Pull every line that holds the word "Extract" from the entries.

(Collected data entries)
= = = =

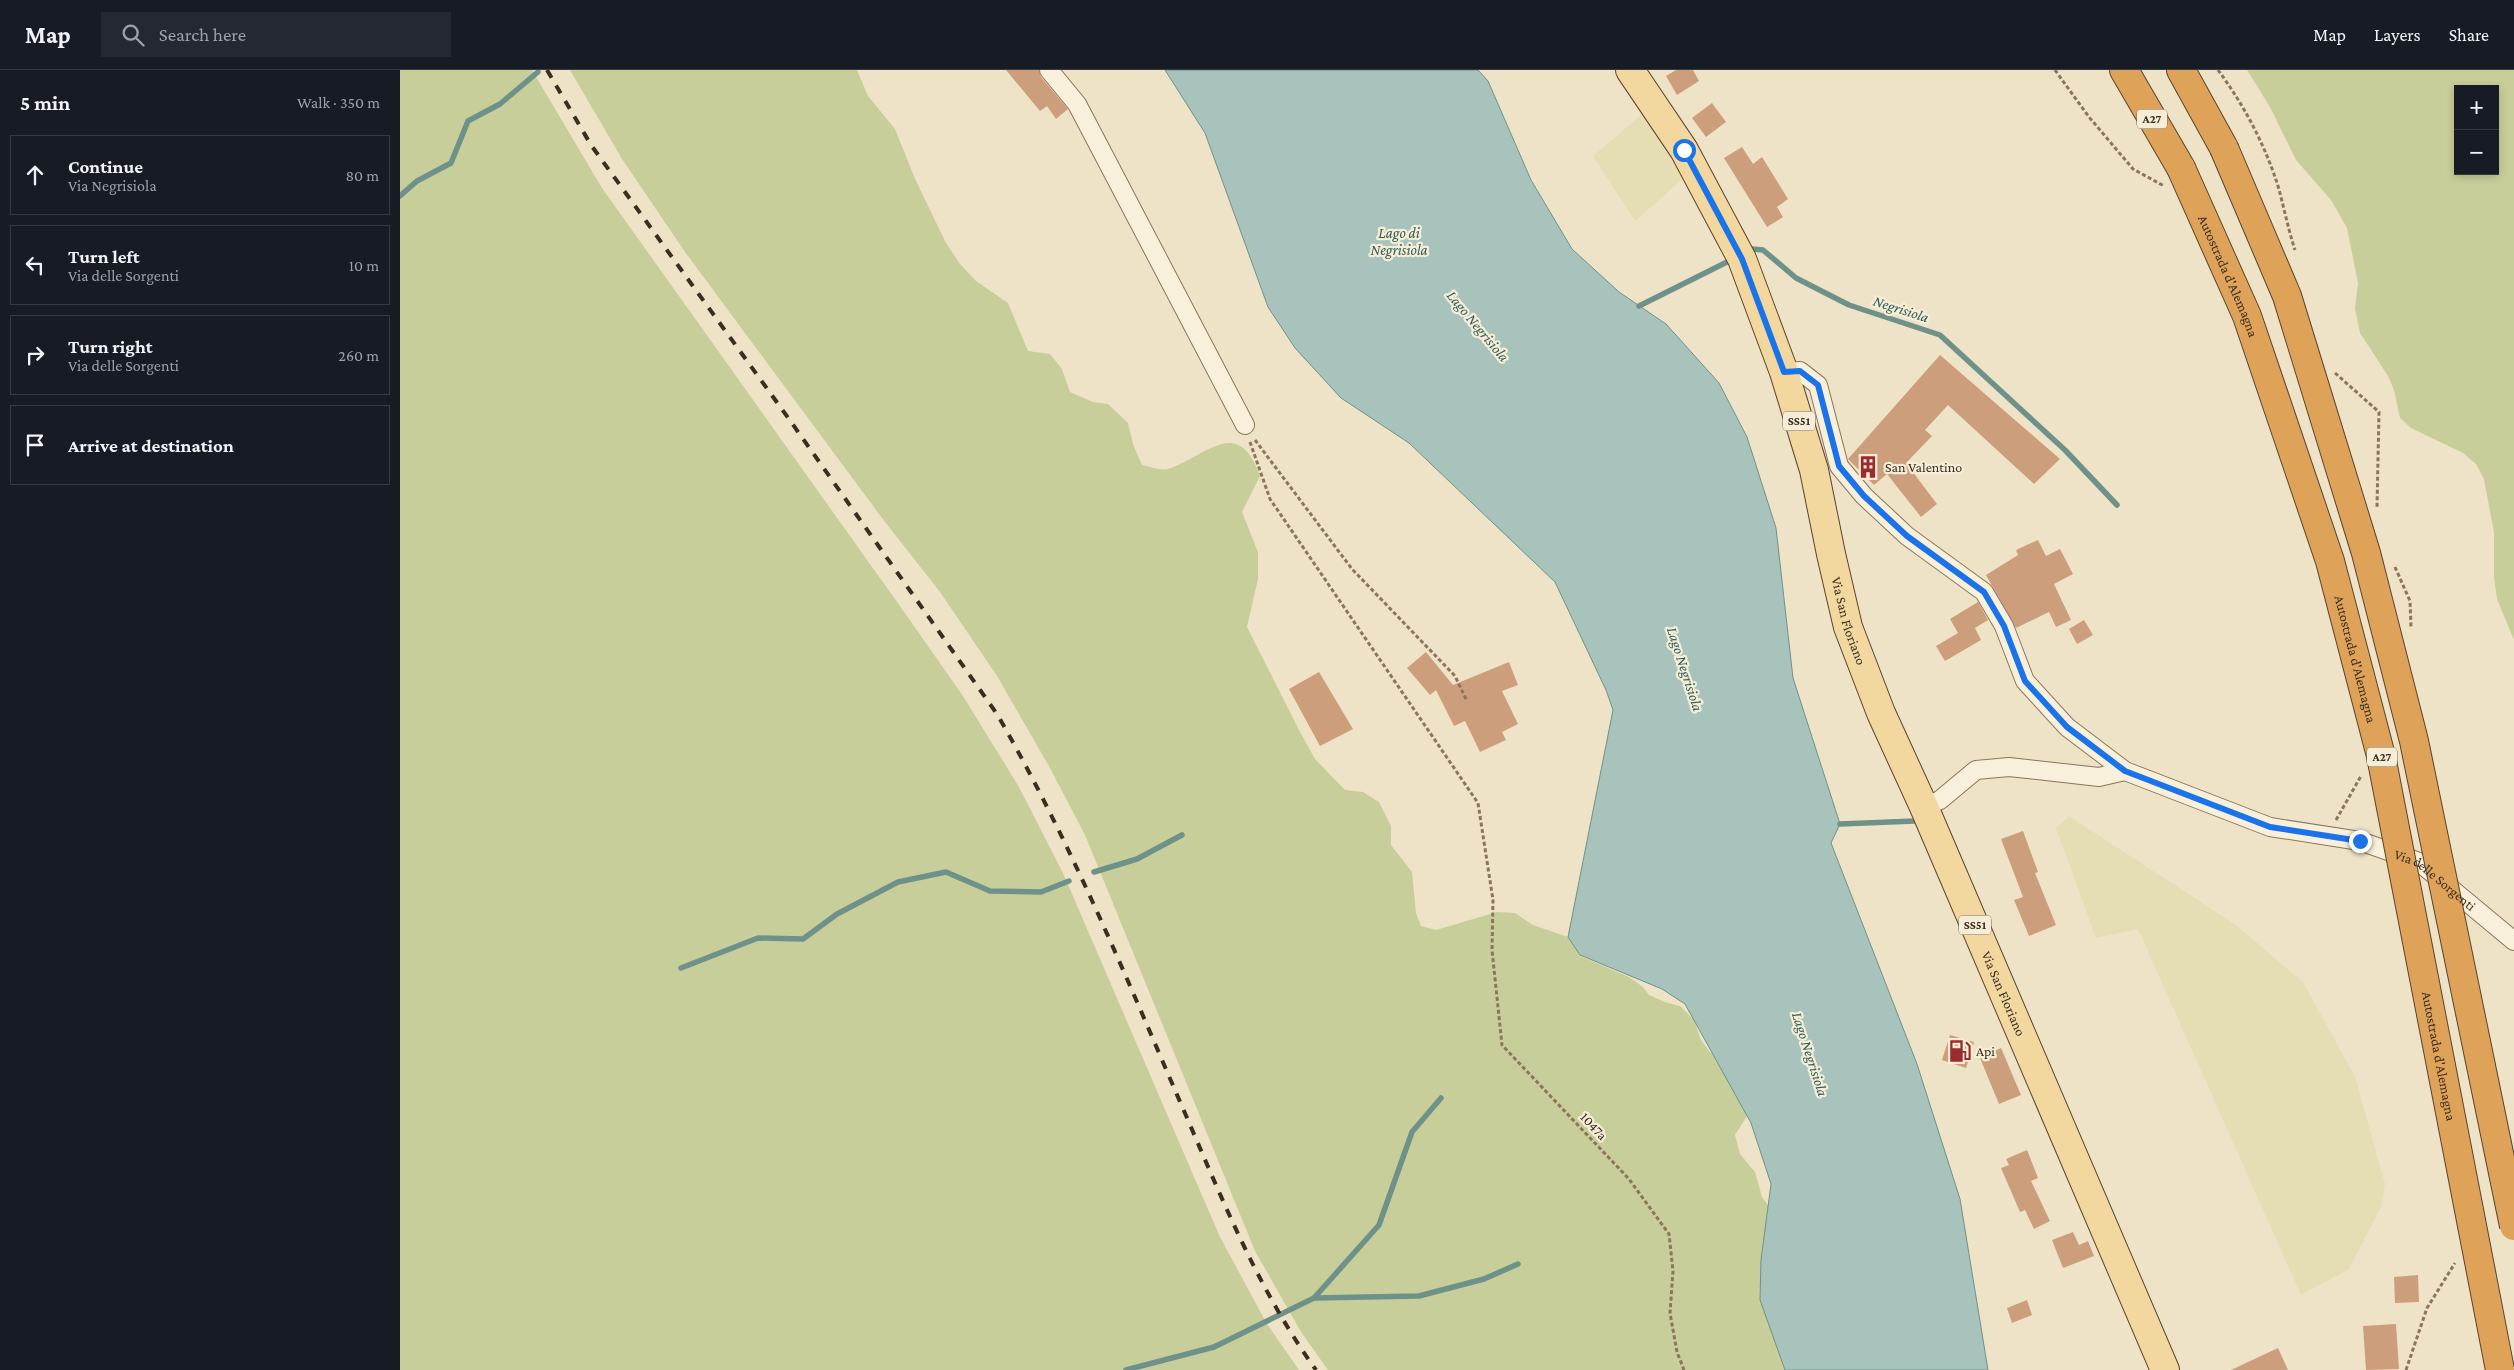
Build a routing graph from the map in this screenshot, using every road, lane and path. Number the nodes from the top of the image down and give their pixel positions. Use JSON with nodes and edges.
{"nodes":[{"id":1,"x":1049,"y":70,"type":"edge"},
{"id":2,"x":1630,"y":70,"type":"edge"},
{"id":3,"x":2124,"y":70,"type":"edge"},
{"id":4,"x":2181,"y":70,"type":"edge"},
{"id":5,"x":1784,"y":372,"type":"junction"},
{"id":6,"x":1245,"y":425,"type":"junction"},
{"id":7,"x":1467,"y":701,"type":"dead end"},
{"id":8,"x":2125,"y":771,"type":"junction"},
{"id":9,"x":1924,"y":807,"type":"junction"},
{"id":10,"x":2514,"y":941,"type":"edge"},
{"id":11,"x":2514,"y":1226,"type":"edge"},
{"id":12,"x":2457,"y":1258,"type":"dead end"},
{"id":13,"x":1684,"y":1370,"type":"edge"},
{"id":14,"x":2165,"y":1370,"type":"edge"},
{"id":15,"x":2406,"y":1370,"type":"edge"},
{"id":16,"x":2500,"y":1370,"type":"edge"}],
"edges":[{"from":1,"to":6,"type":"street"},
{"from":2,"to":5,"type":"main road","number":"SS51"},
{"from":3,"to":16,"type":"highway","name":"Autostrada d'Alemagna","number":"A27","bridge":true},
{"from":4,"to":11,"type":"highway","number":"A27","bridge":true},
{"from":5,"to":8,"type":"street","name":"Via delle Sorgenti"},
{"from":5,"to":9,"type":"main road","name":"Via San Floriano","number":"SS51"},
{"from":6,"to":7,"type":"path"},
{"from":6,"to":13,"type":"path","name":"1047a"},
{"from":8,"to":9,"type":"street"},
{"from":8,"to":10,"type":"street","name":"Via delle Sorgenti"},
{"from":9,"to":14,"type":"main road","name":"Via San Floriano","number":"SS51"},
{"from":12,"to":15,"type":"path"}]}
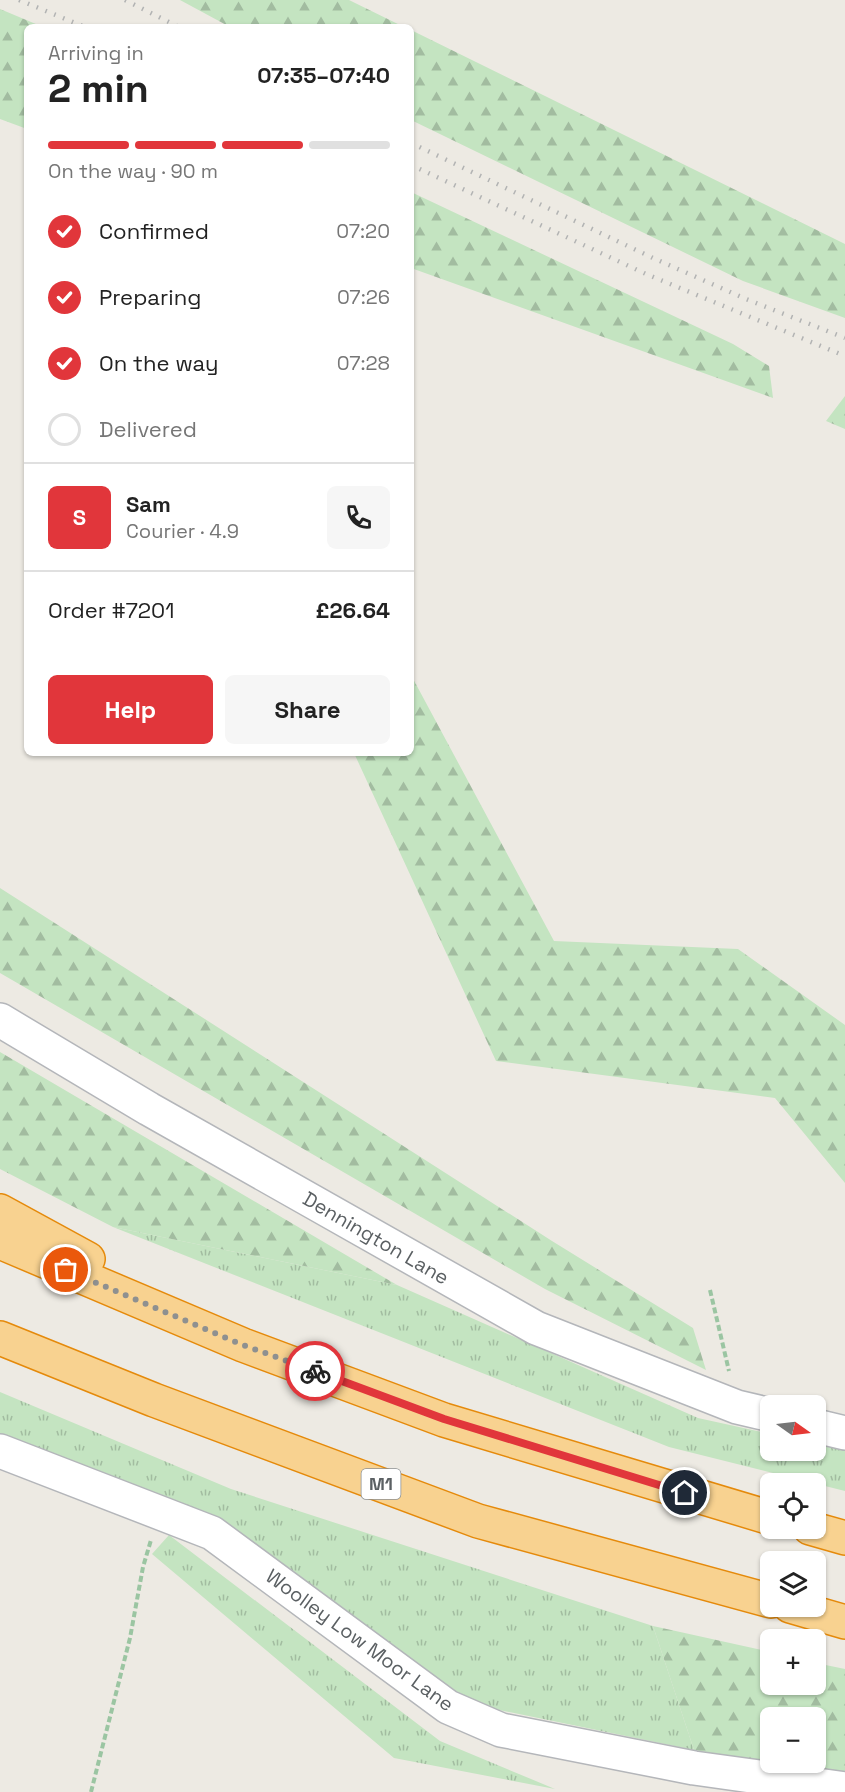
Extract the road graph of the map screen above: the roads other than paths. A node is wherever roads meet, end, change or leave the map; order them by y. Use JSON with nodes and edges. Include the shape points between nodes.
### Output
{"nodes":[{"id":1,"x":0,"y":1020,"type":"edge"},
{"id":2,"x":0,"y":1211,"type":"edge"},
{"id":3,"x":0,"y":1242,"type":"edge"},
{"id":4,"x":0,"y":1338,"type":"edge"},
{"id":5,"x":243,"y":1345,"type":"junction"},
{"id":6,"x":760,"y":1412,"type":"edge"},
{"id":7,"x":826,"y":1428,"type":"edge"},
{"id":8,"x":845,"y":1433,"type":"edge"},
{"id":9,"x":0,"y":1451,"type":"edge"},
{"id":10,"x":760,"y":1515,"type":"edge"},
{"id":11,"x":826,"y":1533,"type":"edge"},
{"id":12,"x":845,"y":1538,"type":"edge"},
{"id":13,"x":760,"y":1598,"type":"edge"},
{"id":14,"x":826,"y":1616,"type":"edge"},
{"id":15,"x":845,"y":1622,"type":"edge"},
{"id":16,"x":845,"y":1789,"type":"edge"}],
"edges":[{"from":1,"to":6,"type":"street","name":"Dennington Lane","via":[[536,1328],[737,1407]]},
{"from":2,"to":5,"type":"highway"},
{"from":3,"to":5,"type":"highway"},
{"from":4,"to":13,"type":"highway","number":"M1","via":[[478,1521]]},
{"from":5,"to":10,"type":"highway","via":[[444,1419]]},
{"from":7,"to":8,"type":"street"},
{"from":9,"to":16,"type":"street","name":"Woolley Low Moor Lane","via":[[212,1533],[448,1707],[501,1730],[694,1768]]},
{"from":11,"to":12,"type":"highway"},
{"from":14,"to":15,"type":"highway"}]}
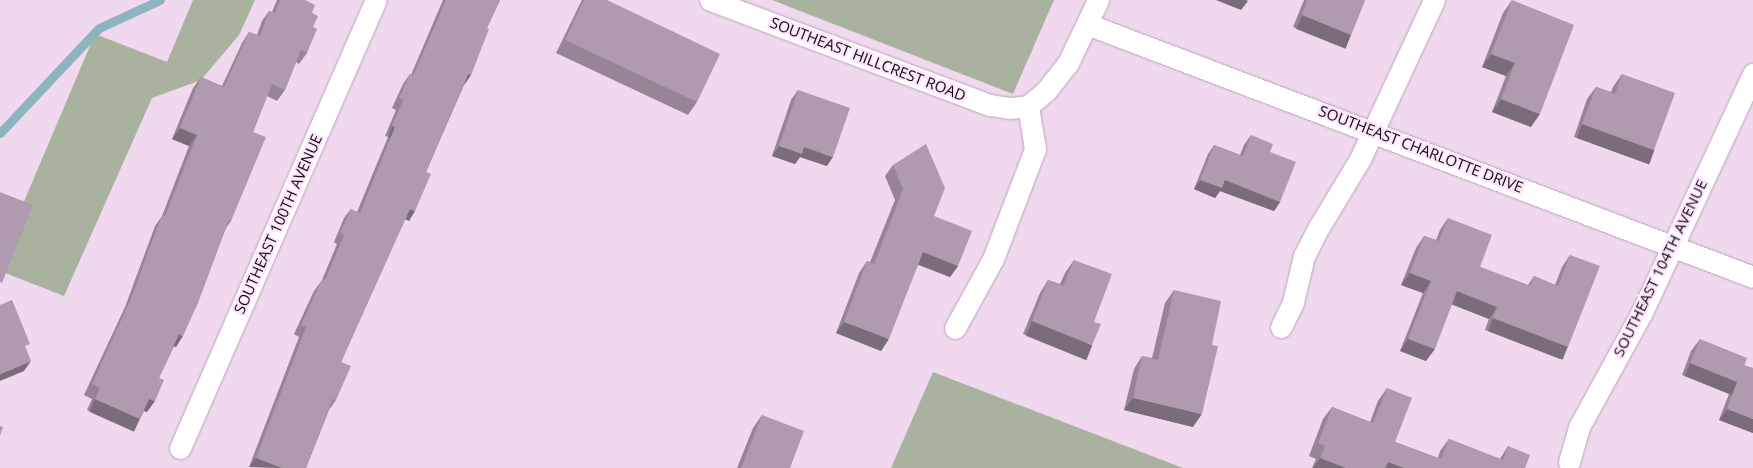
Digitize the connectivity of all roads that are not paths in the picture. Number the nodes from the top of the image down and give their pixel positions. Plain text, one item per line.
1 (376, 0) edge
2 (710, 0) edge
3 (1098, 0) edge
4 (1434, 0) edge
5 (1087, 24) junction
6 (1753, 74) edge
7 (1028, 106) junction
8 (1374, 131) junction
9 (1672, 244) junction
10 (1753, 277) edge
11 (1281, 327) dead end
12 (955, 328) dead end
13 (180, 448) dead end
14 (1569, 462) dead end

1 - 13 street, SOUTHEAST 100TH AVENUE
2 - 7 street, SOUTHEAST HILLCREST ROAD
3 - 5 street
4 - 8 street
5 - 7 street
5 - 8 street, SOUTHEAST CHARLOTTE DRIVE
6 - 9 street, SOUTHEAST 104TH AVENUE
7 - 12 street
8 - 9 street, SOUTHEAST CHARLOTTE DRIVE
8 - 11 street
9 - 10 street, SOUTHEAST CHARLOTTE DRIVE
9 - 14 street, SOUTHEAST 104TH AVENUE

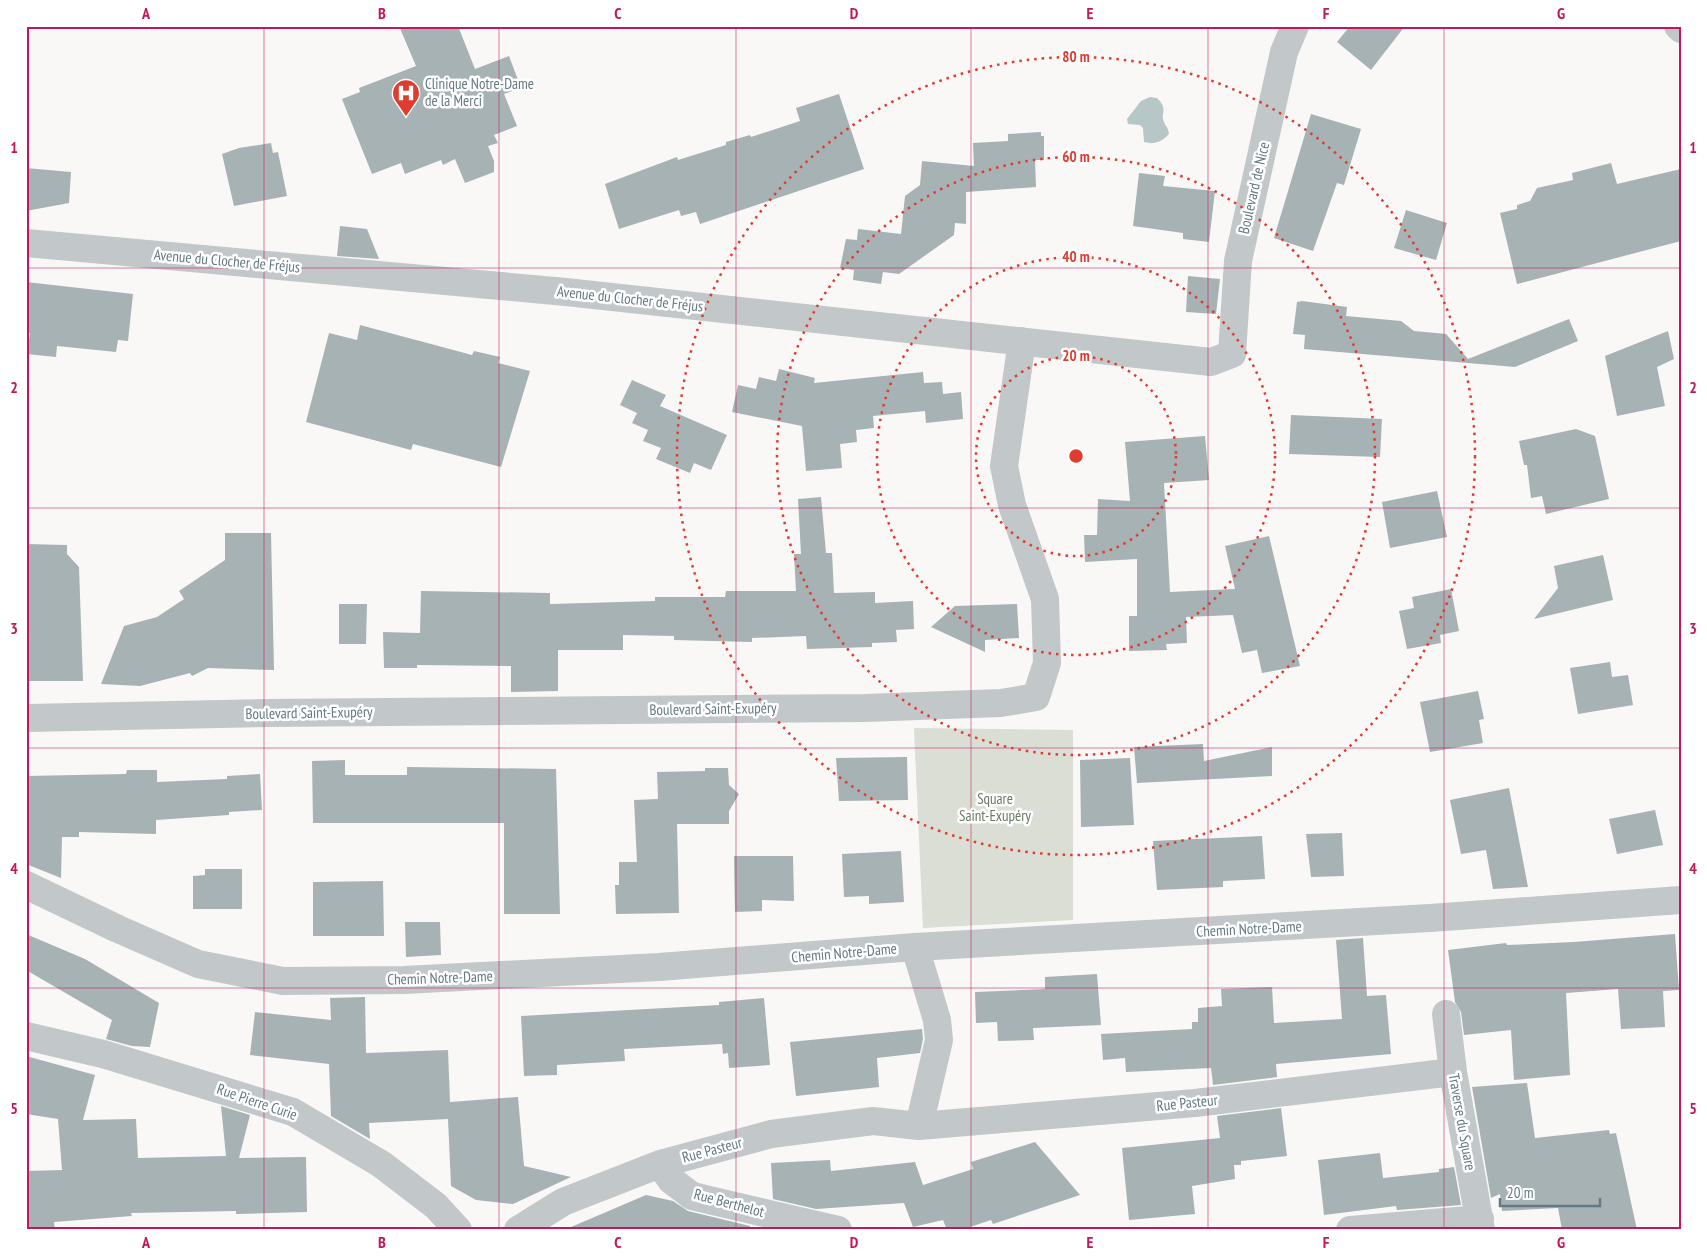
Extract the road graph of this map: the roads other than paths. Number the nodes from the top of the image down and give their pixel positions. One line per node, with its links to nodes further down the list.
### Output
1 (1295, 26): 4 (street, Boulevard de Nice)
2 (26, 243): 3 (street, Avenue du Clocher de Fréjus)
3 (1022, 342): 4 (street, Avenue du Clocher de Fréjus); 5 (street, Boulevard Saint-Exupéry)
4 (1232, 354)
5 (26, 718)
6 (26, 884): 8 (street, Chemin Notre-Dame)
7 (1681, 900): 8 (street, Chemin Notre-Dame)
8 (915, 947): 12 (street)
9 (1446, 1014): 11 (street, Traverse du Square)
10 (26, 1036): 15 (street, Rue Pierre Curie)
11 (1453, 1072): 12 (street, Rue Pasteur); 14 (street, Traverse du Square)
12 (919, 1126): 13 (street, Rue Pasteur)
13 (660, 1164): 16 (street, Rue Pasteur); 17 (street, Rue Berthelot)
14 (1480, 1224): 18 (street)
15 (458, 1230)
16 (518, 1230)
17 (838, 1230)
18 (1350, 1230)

= = = =

◆ Your solution:
Extract the road graph of the map screen above: the roads other than paths. A node is wherever roads meet, end, change or leave the map; order them by y. Use JSON with nodes and edges. Include the shape points between nodes.
Extract the road graph of this map: the roads other than paths. Number the nodes from the top of the image down and give their pixel positions. One line per node, with its links to nodes further down the list.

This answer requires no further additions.